◆ **Prompt**
Search the records for "rotate". Report every line where it occurs.

◆ **Records for this exercise**
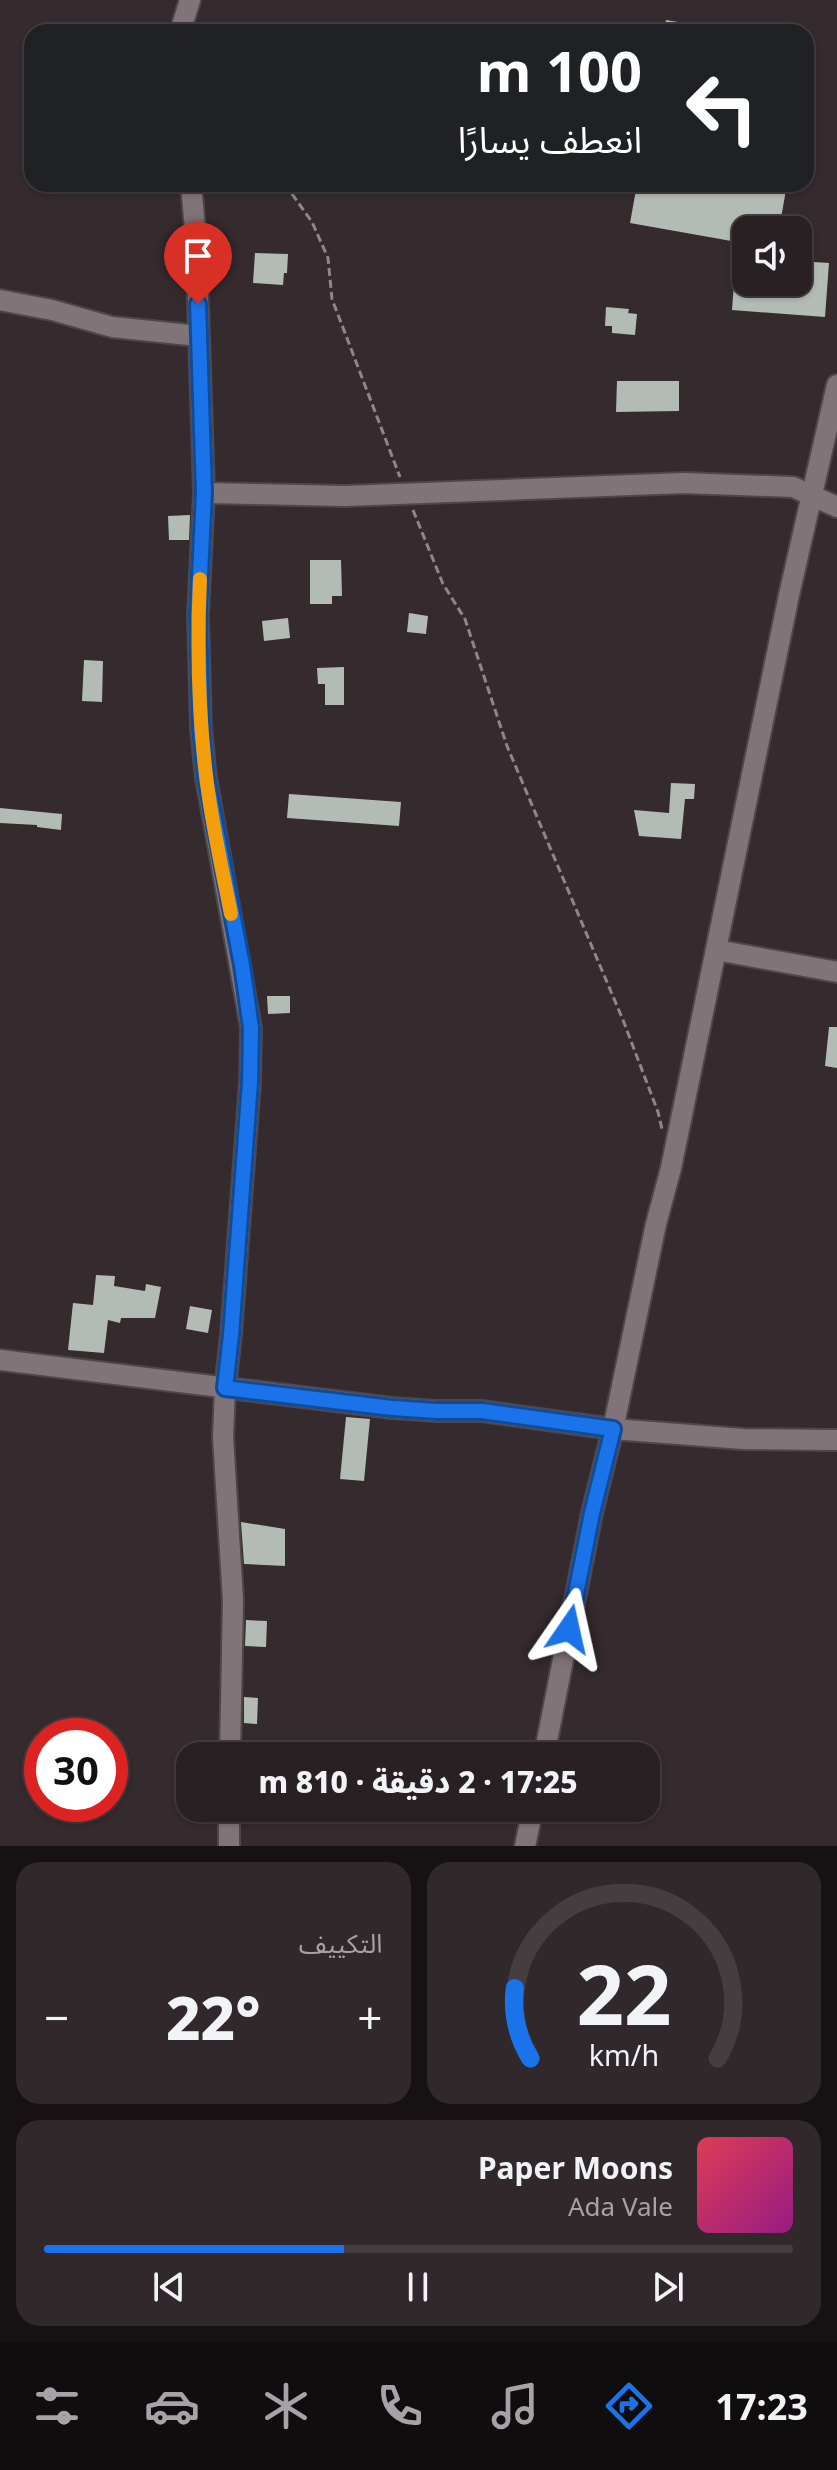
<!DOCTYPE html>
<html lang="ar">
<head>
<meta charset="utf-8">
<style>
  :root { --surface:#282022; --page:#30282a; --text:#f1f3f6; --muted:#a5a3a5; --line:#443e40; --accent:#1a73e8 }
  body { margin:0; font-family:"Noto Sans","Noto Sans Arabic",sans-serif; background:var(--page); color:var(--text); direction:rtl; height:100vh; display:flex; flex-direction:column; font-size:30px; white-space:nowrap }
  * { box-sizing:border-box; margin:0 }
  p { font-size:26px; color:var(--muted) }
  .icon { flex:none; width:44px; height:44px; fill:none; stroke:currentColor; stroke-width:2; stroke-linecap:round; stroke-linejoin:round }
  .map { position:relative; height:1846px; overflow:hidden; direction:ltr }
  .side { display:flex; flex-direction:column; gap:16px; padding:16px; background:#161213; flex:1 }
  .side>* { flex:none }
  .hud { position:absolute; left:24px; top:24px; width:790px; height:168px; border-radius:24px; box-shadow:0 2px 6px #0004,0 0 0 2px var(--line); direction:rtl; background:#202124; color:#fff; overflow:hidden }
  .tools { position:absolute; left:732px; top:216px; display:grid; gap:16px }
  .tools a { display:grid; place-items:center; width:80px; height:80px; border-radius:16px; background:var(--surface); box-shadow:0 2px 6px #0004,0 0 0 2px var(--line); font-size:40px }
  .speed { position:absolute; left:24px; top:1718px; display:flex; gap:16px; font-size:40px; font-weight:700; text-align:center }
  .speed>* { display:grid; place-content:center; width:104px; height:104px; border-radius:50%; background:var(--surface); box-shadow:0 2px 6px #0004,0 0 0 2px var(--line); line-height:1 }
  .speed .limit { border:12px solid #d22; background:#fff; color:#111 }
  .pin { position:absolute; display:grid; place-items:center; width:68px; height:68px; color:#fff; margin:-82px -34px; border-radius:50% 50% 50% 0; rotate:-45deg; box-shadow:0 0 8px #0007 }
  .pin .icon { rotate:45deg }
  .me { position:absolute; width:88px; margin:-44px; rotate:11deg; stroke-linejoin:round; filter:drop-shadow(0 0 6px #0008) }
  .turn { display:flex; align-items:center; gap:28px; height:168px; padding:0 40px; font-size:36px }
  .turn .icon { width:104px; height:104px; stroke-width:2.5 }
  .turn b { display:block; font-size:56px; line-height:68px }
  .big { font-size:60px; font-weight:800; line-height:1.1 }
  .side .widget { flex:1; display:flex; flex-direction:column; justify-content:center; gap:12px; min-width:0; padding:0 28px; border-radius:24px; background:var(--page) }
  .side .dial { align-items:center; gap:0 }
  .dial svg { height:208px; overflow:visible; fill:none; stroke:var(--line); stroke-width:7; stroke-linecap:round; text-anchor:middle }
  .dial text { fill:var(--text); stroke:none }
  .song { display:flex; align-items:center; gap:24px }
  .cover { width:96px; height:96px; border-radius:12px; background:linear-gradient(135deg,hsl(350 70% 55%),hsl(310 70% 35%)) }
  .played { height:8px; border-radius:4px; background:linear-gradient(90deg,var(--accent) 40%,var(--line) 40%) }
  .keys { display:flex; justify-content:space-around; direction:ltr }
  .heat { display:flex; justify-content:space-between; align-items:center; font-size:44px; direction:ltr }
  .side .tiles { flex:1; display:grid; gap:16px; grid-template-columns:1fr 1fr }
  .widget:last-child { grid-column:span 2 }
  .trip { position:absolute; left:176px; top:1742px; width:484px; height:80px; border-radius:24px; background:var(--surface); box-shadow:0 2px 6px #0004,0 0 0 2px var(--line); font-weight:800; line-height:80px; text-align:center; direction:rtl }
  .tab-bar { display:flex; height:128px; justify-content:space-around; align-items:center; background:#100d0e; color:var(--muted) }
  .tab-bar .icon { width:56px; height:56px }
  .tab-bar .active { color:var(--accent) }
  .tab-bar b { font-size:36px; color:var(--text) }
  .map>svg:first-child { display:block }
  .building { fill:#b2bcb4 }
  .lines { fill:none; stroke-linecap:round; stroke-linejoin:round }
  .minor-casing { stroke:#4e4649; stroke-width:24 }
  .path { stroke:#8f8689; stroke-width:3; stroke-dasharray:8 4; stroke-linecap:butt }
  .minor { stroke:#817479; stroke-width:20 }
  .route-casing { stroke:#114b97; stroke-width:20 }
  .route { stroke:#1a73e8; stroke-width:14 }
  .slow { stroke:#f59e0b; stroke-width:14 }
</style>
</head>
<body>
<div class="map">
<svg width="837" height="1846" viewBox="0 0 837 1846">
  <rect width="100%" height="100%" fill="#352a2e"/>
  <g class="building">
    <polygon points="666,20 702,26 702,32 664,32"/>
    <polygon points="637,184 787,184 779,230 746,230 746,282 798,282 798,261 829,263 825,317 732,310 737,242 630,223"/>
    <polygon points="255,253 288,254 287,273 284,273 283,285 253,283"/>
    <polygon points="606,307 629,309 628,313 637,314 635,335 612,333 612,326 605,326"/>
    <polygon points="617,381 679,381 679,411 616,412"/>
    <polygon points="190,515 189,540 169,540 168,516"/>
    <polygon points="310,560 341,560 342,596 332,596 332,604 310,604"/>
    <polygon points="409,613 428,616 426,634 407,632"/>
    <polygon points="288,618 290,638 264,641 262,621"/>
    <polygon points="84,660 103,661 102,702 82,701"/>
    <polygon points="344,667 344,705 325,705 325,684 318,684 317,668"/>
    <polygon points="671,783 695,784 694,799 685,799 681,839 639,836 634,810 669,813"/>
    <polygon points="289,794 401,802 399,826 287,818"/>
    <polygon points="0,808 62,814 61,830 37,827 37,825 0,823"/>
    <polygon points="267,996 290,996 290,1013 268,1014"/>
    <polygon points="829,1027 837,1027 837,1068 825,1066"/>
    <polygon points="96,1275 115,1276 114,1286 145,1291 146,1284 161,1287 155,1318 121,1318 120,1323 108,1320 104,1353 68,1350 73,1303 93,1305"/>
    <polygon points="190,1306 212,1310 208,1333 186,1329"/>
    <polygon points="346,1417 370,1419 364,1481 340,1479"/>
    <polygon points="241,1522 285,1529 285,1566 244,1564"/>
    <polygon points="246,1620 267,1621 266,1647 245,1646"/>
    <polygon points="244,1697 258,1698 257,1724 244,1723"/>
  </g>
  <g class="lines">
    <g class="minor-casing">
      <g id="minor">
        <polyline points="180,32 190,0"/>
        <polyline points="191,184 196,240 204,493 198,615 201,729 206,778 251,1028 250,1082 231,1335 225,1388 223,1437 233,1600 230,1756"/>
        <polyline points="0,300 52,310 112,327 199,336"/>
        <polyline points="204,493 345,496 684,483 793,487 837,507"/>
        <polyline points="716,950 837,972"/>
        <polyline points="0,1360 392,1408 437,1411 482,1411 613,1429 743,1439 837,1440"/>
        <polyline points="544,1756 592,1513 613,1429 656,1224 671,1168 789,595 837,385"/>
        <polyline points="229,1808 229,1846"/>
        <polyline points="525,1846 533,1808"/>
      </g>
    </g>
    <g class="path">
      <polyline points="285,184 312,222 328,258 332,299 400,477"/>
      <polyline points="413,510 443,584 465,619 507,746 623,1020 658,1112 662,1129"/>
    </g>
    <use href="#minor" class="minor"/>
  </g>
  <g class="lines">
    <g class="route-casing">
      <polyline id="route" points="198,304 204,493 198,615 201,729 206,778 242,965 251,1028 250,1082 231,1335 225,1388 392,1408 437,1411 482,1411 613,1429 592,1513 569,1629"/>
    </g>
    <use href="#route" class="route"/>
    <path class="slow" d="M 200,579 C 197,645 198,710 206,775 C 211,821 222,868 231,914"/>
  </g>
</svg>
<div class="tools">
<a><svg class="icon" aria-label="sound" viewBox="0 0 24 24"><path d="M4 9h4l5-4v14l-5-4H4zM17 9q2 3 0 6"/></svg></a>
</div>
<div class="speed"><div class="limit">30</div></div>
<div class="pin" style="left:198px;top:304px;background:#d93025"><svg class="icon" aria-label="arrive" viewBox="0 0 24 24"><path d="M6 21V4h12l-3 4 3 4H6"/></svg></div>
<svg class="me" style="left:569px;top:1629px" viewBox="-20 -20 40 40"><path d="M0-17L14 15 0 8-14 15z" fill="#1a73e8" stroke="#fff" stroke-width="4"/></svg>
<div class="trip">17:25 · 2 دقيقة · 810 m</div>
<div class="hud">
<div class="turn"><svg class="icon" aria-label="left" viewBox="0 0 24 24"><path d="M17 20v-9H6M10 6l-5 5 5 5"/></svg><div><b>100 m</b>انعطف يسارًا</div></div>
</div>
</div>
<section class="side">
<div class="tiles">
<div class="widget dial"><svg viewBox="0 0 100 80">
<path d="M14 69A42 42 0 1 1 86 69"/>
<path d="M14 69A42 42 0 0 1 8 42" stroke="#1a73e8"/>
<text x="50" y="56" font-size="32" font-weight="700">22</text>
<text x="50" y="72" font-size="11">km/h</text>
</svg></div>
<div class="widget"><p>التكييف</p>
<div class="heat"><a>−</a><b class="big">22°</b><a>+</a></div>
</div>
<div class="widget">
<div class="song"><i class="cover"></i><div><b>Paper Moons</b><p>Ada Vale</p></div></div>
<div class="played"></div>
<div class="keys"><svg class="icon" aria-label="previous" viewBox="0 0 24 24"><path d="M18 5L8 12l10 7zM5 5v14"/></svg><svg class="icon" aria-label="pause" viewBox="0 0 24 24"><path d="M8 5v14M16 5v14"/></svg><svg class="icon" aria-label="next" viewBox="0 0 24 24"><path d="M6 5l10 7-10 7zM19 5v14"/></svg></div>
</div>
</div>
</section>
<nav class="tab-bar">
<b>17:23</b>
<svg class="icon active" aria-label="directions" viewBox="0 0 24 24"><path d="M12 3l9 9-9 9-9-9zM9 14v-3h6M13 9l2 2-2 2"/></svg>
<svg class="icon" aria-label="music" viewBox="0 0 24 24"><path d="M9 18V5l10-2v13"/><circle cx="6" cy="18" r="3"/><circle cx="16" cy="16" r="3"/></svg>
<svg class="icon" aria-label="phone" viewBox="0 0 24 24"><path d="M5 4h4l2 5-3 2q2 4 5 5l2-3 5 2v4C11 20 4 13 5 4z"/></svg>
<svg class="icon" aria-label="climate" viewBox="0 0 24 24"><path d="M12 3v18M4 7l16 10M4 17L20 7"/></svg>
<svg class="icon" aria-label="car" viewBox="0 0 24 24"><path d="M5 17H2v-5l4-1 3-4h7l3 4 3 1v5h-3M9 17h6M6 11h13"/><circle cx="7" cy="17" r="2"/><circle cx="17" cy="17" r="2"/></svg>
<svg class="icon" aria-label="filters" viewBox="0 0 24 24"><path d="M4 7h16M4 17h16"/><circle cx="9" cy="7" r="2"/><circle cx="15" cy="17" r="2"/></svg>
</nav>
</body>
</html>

◆ **Exercise response**
  .pin { position:absolute; display:grid; place-items:center; width:68px; height:68px; color:#fff; margin:-82px -34px; border-radius:50% 50% 50% 0; rotate:-45deg; box-shadow:0 0 8px #0007 }
  .pin .icon { rotate:45deg }
  .me { position:absolute; width:88px; margin:-44px; rotate:11deg; stroke-linejoin:round; filter:drop-shadow(0 0 6px #0008) }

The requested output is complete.